ID3 Fix for Icecast MP3s

Posted on December 17, 2009

Icecast is a simple music server that can be run from the Linux command line. I use it for a quick and simple streaming of my music library. The new version, using the “ices2” library, only reads Ogg Vorbis audio files. But there is an older, deprecated library (ices0) that reads MP3 files. This is what I use, since almost all my audio is in MP3 format.

Problem

Everything works pretty well, but there is one annoyance — the artist and song titles are sometimes displayed with garbage characters inside them, and are truncated. Curious about what was causing this, and to try and fix it, I investigated.

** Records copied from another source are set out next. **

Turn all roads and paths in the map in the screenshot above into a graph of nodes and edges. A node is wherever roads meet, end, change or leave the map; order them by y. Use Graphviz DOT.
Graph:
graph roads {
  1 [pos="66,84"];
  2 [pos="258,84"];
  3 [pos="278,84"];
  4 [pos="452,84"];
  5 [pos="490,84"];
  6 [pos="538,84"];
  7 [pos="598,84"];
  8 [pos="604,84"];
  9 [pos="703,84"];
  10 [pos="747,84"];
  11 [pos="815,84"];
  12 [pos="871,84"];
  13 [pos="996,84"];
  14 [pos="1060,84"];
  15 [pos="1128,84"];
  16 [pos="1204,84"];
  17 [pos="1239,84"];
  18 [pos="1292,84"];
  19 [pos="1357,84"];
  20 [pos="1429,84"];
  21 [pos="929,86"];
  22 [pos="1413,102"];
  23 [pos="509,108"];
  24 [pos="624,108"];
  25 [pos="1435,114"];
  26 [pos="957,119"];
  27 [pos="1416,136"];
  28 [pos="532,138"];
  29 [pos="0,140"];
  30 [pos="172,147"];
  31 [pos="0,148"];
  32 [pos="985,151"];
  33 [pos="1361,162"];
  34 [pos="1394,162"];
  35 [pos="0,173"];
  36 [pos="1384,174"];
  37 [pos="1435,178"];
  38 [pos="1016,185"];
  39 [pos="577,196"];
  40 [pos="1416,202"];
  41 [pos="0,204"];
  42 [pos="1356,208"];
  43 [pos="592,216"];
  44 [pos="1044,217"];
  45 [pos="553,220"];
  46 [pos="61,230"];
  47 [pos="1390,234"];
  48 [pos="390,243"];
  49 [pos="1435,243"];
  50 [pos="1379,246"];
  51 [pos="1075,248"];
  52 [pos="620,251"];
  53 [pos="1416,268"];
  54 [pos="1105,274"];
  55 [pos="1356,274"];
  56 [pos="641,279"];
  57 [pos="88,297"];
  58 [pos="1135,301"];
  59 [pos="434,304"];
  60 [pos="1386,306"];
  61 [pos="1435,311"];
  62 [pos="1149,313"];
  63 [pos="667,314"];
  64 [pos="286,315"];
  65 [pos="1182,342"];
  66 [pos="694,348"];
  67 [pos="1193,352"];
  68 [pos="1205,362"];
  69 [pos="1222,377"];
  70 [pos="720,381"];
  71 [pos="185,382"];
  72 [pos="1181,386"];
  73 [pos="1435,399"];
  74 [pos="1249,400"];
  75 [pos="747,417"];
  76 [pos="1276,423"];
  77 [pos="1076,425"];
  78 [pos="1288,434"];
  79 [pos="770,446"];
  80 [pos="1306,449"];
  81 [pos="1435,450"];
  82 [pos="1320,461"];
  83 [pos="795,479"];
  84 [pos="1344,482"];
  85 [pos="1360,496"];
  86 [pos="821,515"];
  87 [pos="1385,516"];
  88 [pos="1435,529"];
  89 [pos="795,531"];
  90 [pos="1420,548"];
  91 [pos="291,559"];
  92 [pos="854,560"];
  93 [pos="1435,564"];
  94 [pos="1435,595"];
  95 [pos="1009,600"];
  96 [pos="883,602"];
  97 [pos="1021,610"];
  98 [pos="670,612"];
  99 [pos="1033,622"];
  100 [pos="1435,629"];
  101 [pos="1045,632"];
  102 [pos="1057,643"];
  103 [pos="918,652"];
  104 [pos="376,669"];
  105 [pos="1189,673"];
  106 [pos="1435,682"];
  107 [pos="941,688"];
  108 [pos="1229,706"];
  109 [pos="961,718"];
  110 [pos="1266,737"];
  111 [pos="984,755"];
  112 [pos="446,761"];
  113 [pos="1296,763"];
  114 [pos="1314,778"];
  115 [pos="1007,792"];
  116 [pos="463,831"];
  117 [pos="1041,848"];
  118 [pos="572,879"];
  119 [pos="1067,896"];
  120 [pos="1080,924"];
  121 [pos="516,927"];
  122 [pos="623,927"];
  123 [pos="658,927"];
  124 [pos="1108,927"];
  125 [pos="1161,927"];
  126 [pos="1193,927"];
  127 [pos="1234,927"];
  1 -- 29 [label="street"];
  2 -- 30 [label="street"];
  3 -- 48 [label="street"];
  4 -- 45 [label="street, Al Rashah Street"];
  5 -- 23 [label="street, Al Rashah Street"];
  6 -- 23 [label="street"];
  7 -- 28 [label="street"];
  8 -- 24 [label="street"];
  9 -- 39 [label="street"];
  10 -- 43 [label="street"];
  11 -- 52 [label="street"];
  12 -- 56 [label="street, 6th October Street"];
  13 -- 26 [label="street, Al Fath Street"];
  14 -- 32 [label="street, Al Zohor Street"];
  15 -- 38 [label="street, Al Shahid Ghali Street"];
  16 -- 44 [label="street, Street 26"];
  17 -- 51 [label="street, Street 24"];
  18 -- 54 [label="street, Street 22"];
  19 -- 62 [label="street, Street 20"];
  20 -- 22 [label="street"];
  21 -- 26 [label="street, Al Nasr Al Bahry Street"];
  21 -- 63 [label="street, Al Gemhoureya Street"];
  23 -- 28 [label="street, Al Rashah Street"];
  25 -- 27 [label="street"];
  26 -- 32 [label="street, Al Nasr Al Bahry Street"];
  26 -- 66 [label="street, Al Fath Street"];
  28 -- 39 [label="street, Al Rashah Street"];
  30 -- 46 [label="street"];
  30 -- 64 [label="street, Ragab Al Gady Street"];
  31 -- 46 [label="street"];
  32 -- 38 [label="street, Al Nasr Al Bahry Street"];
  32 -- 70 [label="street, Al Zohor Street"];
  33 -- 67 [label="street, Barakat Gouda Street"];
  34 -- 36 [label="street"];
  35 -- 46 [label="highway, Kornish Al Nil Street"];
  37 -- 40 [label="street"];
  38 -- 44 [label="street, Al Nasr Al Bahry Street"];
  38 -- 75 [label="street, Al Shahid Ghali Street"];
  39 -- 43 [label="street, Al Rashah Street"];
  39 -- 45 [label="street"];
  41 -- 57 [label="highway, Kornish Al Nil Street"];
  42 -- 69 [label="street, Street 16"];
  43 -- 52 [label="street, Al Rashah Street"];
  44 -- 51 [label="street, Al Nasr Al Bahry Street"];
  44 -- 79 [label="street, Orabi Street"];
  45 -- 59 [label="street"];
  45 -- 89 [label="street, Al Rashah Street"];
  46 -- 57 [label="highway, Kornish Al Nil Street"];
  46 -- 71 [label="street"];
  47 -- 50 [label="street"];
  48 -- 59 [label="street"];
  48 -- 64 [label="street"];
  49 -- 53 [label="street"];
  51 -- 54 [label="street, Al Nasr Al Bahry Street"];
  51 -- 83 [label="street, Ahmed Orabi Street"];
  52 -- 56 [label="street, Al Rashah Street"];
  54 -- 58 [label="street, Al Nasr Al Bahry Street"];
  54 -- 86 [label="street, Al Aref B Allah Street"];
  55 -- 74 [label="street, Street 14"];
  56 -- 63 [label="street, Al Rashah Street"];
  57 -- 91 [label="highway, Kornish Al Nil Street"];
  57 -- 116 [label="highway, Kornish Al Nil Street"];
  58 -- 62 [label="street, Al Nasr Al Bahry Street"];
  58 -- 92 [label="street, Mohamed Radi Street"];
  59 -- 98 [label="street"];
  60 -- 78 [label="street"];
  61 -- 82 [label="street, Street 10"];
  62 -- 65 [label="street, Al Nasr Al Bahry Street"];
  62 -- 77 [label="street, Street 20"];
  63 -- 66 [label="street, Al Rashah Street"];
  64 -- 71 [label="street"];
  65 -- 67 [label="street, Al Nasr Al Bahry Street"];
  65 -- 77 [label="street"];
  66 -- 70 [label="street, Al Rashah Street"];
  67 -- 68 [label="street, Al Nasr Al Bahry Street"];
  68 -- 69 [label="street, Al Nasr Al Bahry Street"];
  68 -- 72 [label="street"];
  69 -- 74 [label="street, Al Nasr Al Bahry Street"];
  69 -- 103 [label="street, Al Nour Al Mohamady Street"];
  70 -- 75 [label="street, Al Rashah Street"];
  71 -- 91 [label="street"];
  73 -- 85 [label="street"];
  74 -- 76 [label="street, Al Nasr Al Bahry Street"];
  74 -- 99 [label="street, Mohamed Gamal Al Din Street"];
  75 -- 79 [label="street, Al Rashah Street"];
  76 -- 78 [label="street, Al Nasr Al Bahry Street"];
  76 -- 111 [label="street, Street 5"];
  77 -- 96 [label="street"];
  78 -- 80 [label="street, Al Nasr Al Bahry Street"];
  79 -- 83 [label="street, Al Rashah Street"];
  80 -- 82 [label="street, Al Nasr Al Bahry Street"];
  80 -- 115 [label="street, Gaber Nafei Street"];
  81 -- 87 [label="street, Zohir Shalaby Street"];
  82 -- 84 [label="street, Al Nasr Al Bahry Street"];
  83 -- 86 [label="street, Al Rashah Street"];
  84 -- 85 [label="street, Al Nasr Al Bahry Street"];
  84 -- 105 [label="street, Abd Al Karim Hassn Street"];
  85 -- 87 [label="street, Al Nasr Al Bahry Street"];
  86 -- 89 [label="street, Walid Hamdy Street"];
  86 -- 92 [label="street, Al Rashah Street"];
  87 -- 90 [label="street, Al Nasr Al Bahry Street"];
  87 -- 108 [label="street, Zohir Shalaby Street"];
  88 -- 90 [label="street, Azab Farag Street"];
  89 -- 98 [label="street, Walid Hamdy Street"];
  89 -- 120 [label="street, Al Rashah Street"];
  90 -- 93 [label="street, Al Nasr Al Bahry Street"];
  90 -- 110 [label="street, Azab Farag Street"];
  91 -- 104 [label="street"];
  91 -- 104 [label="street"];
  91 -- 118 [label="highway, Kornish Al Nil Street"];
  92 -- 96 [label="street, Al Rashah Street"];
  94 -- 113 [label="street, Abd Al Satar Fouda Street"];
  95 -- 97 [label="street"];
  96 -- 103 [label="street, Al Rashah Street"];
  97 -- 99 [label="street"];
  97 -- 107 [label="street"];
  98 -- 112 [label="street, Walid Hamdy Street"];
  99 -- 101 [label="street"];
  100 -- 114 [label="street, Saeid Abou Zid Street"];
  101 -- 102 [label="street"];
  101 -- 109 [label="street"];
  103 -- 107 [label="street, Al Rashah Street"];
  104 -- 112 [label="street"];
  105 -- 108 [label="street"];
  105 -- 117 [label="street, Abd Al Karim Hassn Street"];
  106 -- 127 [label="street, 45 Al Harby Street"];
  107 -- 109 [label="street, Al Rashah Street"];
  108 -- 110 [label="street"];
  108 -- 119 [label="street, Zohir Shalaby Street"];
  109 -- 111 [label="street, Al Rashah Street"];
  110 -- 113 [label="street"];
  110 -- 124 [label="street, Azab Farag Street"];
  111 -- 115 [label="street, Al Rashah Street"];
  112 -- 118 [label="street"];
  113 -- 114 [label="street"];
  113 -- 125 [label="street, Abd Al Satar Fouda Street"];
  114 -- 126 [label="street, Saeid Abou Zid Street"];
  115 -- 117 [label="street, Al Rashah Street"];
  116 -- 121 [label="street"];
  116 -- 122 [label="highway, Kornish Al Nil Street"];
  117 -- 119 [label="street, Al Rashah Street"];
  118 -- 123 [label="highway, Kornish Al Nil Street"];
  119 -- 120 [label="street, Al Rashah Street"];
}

(If you don’t want to read my story about finding the solution, you can skip to the end for the fix.)

Debugger

To find the root of the problem, I modified the ices software so all it does is print out info about an MP3 file. Most of the time spent on this mini-project was actually just tracing the logic and finding a way to strip ices down to the ID3 routines.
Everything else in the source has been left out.